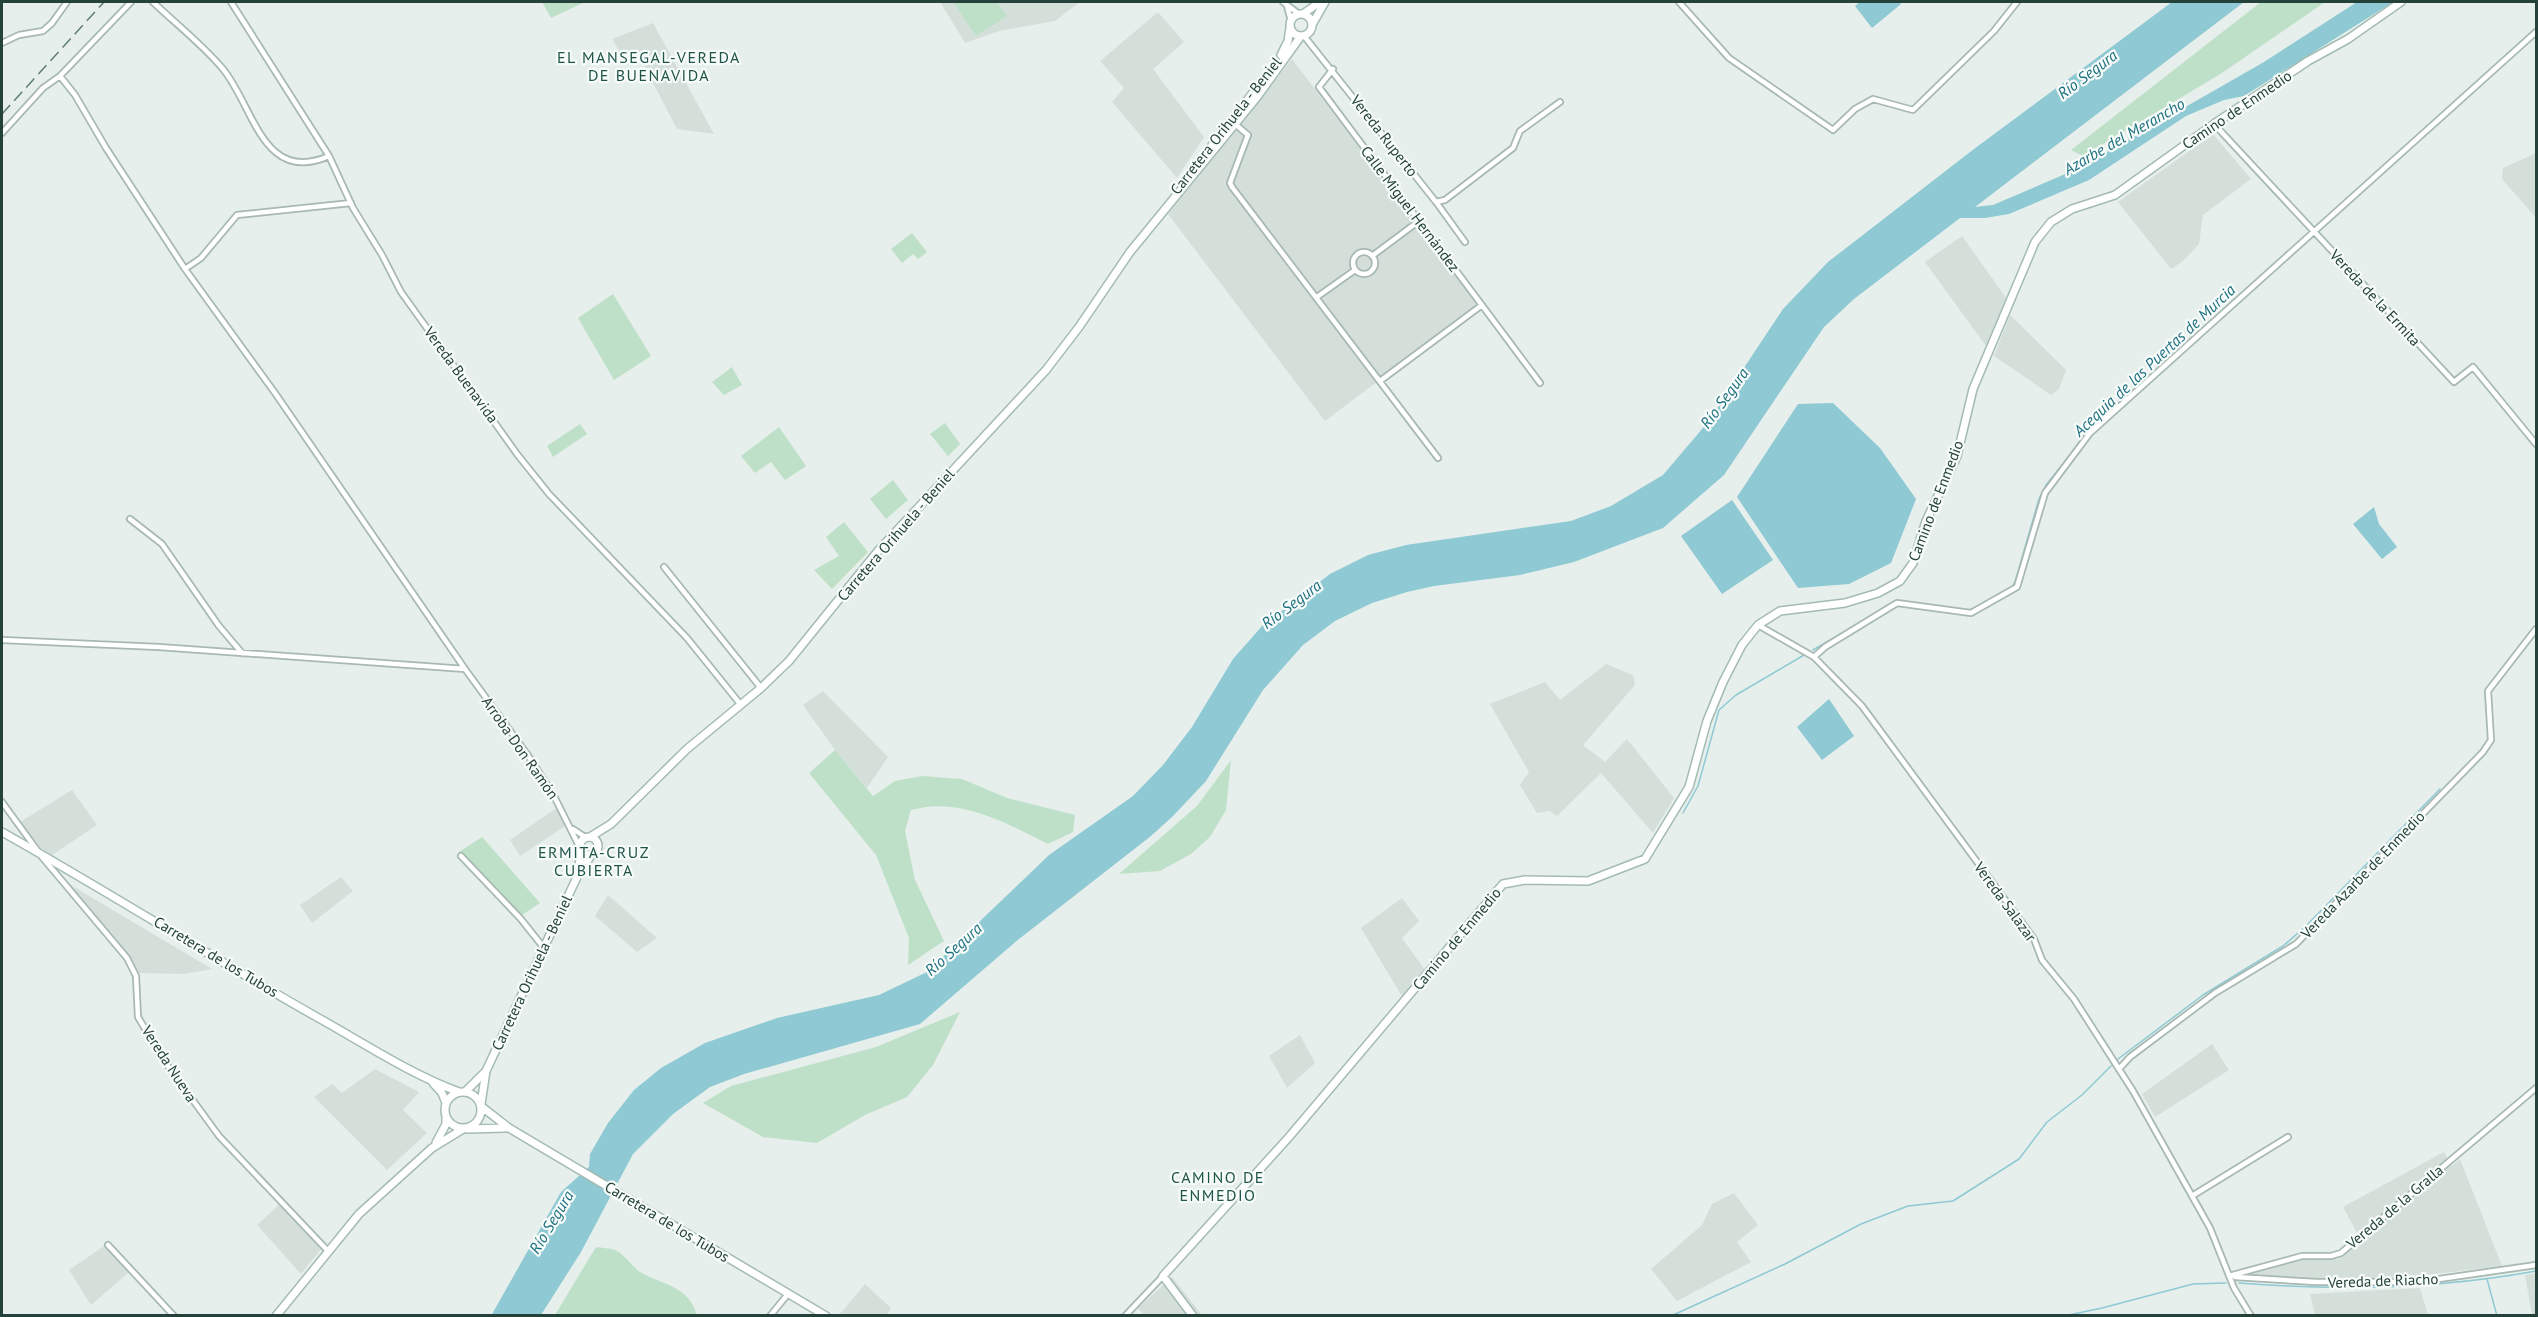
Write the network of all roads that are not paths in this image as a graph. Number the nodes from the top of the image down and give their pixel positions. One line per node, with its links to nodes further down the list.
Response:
1 (67, 2): 16 (street)
2 (130, 2): 18 (street)
3 (153, 2): 23 (street)
4 (1320, 2): 11 (main road)
5 (1325, 2): 12 (main road)
6 (1679, 2): 7 (street)
7 (2017, 2)
8 (2401, 2): 21 (main road, Camino de Enmedio)
9 (232, 4): 23 (street, Vereda Buenavida)
10 (1285, 4): 11 (street); 13 (street)
11 (1301, 14): 12 (main road); 13 (main road)
12 (1312, 23): 15 (main road)
13 (1291, 24): 15 (main road); 26 (main road, Carretera Orihuela - Beniel)
14 (2536, 32): 28 (street)
15 (1303, 36): 17 (street); 20 (main road, Carretera Orihuela - Beniel)
16 (2, 44)
17 (1333, 69): 24 (street, Vereda Ruperto); 27 (street, Calle Miguel Hernández)
18 (60, 76): 22 (street); 31 (street, Arroba Don Ramón)
19 (1560, 102): 24 (street)
20 (1235, 124): 26 (main road, Carretera Orihuela - Beniel); 33 (street)
21 (2214, 124): 28 (street, Vereda de la Ermita); 41 (main road, Camino de Enmedio)
22 (2, 133)
23 (328, 156): 25 (street, Vereda Buenavida)
24 (1436, 202): 29 (street, Vereda Ruperto)
25 (351, 203): 31 (street); 48 (street, Vereda Buenavida)
26 (1154, 221): 47 (main road, Carretera Orihuela - Beniel)
27 (1419, 221): 30 (street); 34 (street, Calle Miguel Hernández)
28 (2313, 232): 37 (street, Vereda de la Ermita); 45 (street)
29 (1466, 242)
30 (1372, 255): 32 (street); 32 (street)
31 (185, 269): 46 (street, Arroba Don Ramón)
32 (1354, 270): 33 (street)
33 (1317, 297): 35 (street)
34 (1482, 305): 35 (street); 36 (street, Calle Miguel Hernández)
35 (1380, 381): 38 (street)
36 (1540, 383)
37 (2536, 444)
38 (1438, 458)
39 (130, 519): 44 (street)
40 (664, 567): 47 (street)
41 (1758, 626): 45 (street, Vereda Salazar); 77 (main road, Camino de Enmedio)
42 (2536, 629): 61 (street, Vereda Azarbe de Enmedio)
43 (2, 640): 44 (street)
44 (242, 653): 46 (street)
45 (1814, 657): 61 (street, Vereda Salazar)
46 (465, 669): 51 (street, Arroba Don Ramón)
47 (761, 688): 48 (main road, Carretera Orihuela - Beniel)
48 (741, 705): 50 (main road, Carretera Orihuela - Beniel)
49 (2, 802): 56 (street, Vereda Nueva)
50 (611, 824): 53 (main road, Carretera Orihuela - Beniel); 54 (main road, Carretera Orihuela - Beniel)
51 (573, 829): 53 (street, Arroba Don Ramón); 55 (street, Arroba Don Ramón)
52 (2, 831): 56 (main road, Carretera de los Tubos)
53 (588, 837): 54 (main road); 55 (main road)
54 (598, 845): 57 (main road)
55 (580, 849): 57 (main road); 59 (main road, Carretera Orihuela - Beniel)
56 (39, 853): 63 (main road, Carretera de los Tubos); 75 (street, Vereda Nueva)
57 (592, 854): 59 (main road, Carretera Orihuela - Beniel)
58 (461, 856): 60 (street)
59 (578, 875): 60 (main road, Carretera Orihuela - Beniel)
60 (544, 948): 62 (main road, Carretera Orihuela - Beniel)
61 (2119, 1069): 73 (street, Vereda Salazar)
62 (486, 1071): 65 (main road, Carretera Orihuela - Beniel); 67 (main road, Carretera Orihuela - Beniel)
63 (431, 1081): 65 (main road, Carretera de los Tubos); 66 (main road, Carretera de los Tubos)
64 (2536, 1088): 78 (street, Vereda de la Gralla)
65 (462, 1092): 66 (main road); 67 (main road)
66 (446, 1102): 68 (main road)
67 (481, 1106): 69 (main road, Carretera de los Tubos); 70 (main road)
68 (445, 1115): 70 (main road); 72 (main road)
69 (509, 1128): 70 (main road); 79 (main road, Carretera de los Tubos)
70 (465, 1129): 72 (main road)
71 (2288, 1137): 73 (street)
72 (432, 1148): 75 (main road)
73 (2192, 1196): 78 (street, Vereda Salazar)
74 (108, 1245): 80 (street)
75 (328, 1251): 81 (main road)
76 (2536, 1265): 78 (street, Vereda de Riacho)
77 (1163, 1276): 84 (street, Camino de Enmedio); 85 (main road)
78 (2229, 1276): 86 (street, Vereda Salazar)
79 (788, 1294): 82 (street); 83 (main road, Carretera de los Tubos)
80 (174, 1316)
81 (276, 1316)
82 (771, 1316)
83 (826, 1316)
84 (1125, 1316)
85 (1193, 1316)
86 (2251, 1316)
——————
_The task_
In the listing above, how many lines include the word "Camino"? Answer with the number and nothing more.

_Solution to this problem_
4